● TO DO:
Extract all lines that hold "Meadows" from the records below.

*** RECORDS TO USE ***

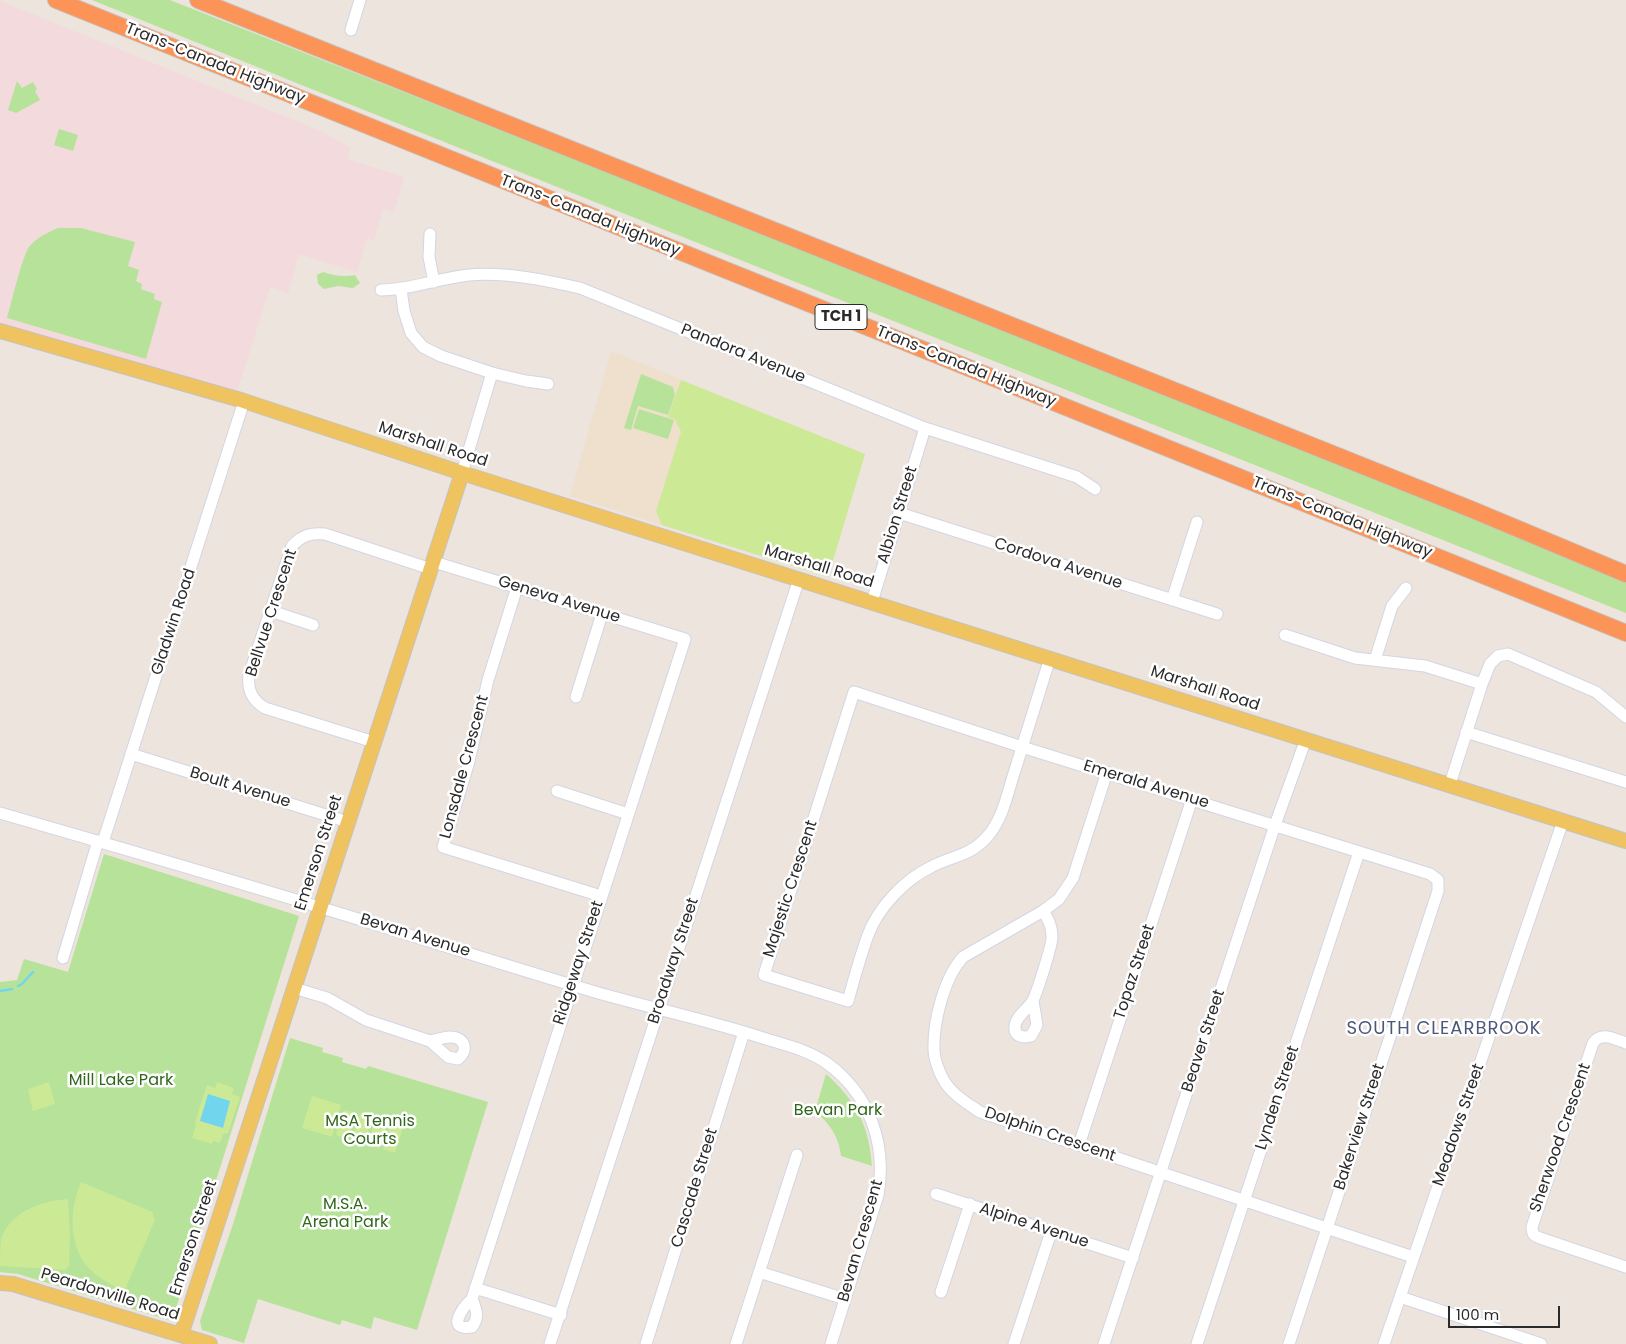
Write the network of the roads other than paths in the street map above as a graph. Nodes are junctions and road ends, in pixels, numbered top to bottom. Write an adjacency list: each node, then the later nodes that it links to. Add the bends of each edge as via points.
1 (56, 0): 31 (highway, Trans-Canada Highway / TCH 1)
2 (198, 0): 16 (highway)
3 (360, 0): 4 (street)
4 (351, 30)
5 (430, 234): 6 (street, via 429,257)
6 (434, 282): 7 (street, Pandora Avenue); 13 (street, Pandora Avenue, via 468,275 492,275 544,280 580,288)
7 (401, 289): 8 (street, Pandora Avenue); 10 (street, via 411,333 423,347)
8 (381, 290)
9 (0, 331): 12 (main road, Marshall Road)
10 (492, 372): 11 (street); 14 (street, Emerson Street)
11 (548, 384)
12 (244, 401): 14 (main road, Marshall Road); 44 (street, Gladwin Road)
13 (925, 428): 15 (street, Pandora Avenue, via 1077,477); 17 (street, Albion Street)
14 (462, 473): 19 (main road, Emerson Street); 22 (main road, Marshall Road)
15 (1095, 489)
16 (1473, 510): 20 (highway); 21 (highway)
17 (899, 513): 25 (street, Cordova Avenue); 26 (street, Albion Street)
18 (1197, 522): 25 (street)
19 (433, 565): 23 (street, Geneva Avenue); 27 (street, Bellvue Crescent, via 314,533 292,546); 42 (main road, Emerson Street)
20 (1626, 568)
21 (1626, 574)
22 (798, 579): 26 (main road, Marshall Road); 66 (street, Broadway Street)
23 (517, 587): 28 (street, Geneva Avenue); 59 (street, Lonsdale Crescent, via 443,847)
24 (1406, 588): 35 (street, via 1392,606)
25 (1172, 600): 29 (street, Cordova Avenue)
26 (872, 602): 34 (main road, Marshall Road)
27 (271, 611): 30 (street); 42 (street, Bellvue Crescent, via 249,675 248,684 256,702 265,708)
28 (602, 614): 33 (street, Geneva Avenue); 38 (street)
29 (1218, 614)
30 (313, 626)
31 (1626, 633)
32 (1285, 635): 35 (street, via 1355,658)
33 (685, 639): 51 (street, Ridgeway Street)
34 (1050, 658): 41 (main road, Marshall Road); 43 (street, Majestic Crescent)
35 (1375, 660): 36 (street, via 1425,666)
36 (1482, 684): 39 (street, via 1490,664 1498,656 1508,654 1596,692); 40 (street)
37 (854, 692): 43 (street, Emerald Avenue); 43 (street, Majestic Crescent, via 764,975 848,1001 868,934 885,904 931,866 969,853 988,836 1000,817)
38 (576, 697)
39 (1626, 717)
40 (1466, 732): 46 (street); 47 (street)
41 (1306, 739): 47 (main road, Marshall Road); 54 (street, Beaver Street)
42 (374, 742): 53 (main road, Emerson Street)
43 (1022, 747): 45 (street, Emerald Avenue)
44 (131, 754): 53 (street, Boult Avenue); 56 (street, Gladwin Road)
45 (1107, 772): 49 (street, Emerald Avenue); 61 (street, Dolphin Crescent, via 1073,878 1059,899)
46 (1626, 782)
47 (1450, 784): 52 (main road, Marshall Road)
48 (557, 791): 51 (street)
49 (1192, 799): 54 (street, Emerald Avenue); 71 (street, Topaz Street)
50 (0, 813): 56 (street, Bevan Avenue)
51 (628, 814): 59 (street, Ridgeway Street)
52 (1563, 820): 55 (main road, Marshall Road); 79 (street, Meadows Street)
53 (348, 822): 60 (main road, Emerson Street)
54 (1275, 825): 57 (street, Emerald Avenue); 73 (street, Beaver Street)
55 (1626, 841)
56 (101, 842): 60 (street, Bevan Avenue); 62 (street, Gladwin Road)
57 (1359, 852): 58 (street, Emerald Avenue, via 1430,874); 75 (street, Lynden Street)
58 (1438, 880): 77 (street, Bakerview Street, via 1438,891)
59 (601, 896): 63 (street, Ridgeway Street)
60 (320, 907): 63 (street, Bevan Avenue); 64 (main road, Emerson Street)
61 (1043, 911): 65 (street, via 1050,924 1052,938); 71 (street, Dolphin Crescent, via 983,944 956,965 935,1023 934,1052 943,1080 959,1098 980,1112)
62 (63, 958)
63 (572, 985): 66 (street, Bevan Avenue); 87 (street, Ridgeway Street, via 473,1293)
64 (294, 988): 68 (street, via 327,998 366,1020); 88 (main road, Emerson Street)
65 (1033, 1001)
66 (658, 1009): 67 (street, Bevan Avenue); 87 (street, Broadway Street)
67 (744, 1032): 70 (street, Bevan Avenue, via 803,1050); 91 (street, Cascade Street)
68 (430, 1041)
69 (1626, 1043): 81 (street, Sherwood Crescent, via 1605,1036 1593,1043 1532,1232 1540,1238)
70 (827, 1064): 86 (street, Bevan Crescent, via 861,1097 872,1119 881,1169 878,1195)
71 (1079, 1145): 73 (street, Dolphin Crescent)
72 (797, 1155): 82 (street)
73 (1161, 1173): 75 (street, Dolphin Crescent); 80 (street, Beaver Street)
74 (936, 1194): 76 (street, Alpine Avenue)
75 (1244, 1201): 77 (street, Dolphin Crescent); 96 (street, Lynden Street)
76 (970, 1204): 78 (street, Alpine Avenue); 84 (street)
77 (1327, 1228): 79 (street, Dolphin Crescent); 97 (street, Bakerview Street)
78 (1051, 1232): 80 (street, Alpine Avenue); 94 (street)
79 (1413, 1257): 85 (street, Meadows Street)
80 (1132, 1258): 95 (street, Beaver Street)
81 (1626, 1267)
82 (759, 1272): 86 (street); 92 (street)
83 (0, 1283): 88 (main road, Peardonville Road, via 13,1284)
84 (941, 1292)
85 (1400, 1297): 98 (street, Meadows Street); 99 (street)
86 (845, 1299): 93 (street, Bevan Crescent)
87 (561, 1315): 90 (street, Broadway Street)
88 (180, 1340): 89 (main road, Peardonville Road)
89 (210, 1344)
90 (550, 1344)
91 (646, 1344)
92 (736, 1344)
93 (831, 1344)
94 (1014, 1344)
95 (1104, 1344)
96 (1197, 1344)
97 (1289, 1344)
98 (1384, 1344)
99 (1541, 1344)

***
*** RECORDS TO USE ***

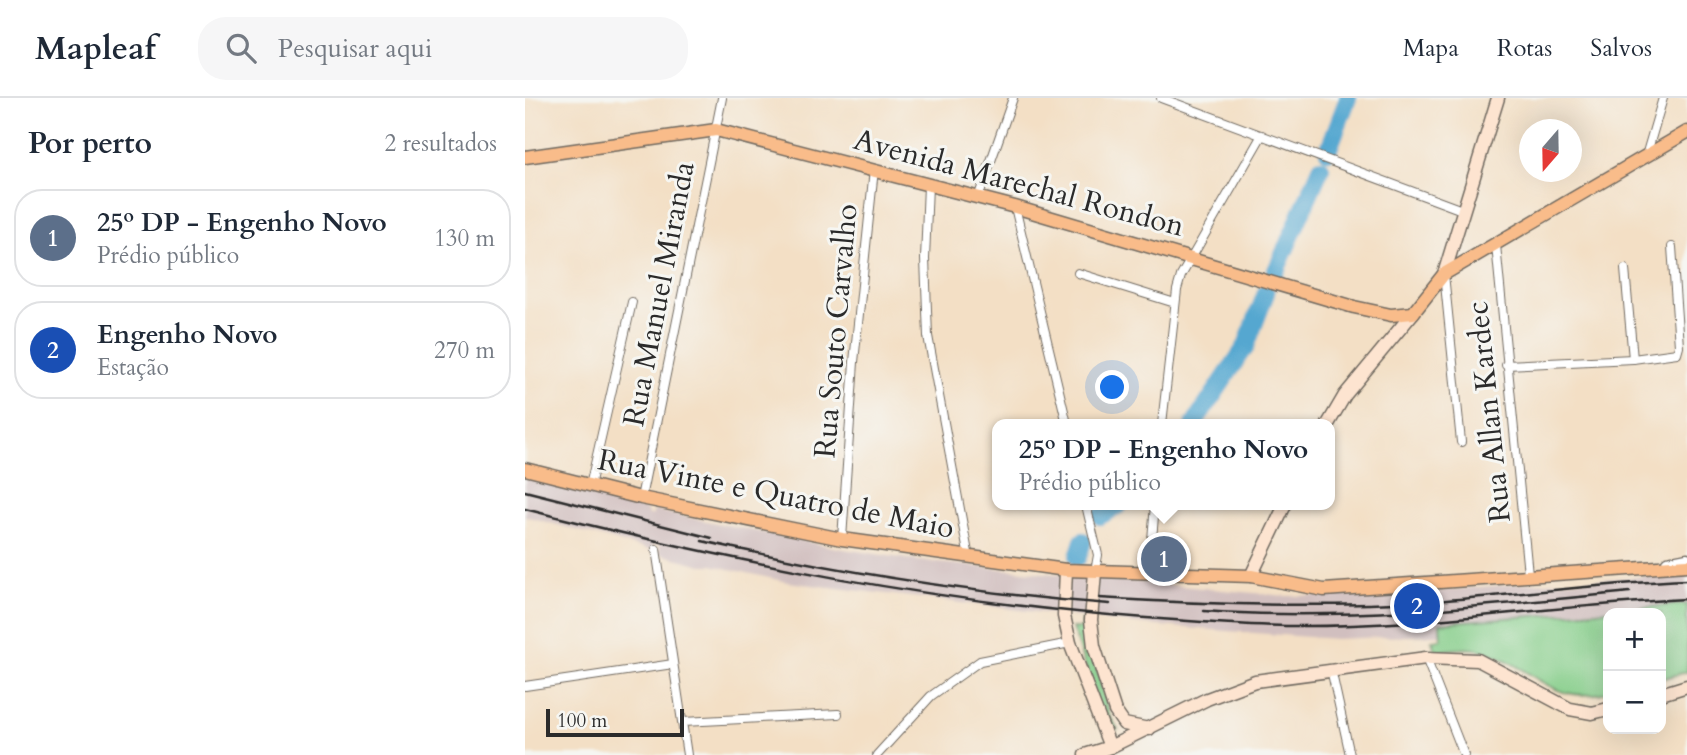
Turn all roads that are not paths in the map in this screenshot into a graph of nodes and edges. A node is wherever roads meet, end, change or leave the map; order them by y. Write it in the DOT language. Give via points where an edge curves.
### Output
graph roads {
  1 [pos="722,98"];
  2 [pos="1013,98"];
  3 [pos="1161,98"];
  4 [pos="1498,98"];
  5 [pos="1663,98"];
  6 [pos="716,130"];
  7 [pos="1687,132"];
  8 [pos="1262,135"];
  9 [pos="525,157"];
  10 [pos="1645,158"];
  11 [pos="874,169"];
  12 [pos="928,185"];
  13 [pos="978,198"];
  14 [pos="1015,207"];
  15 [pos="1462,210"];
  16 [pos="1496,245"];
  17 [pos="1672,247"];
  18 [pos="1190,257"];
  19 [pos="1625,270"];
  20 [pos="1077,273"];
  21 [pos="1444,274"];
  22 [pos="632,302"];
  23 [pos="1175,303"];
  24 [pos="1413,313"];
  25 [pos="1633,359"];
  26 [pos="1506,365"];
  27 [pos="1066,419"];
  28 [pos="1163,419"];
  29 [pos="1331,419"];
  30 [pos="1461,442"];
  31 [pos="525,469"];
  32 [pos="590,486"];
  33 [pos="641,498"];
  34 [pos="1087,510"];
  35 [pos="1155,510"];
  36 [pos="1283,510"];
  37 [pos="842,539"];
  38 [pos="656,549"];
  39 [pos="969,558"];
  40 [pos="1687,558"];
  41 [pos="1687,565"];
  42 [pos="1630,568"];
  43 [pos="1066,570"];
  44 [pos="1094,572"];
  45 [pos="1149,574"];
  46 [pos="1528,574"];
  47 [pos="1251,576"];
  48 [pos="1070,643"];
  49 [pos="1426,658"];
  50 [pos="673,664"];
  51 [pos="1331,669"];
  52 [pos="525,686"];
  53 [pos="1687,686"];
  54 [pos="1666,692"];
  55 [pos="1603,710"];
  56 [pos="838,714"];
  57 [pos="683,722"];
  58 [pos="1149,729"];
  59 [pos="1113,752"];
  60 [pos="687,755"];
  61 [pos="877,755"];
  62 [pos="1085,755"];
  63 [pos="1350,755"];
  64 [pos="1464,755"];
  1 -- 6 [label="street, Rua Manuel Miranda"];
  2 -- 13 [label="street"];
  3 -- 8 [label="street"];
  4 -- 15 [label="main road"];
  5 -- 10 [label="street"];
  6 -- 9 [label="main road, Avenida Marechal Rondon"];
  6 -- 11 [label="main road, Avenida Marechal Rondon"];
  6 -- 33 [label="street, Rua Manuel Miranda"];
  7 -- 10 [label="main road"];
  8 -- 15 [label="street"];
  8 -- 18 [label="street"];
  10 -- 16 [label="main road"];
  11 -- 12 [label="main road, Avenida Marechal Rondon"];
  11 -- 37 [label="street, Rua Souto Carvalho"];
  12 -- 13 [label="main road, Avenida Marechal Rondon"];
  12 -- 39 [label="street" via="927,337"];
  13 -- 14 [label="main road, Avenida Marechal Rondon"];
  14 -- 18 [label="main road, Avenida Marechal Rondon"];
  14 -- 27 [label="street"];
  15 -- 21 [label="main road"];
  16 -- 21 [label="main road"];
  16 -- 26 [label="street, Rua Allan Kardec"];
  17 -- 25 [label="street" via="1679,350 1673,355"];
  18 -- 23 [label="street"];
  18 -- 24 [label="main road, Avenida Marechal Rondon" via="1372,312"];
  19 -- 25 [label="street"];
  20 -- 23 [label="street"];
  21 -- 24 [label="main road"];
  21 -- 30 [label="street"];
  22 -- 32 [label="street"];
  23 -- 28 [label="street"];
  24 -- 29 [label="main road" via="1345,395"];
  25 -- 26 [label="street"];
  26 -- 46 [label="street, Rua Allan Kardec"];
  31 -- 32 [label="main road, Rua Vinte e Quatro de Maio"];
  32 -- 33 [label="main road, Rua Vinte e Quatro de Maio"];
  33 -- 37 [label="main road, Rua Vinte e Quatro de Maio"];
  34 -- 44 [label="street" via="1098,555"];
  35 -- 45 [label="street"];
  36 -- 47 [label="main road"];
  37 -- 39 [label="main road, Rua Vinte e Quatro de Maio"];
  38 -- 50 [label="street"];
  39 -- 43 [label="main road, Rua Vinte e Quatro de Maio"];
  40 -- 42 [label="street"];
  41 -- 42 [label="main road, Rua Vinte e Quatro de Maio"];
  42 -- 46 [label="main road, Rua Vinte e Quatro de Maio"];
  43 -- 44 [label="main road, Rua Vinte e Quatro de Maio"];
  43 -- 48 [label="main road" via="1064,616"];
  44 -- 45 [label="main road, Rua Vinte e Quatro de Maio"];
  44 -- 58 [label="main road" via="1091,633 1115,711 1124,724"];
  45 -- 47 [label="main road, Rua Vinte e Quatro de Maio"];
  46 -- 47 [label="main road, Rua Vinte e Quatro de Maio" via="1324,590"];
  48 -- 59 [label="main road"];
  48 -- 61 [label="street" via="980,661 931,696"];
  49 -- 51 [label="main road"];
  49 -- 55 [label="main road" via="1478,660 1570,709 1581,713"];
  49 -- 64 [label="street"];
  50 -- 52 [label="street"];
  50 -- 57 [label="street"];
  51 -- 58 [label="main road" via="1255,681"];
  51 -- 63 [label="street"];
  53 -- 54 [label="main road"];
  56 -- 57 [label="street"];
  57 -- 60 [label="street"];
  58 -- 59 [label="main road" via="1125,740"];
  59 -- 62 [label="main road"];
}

***

● YOUR RESPONSE:
52 (1563, 820): 55 (main road, Marshall Road); 79 (street, Meadows Street)
79 (1413, 1257): 85 (street, Meadows Street)
85 (1400, 1297): 98 (street, Meadows Street); 99 (street)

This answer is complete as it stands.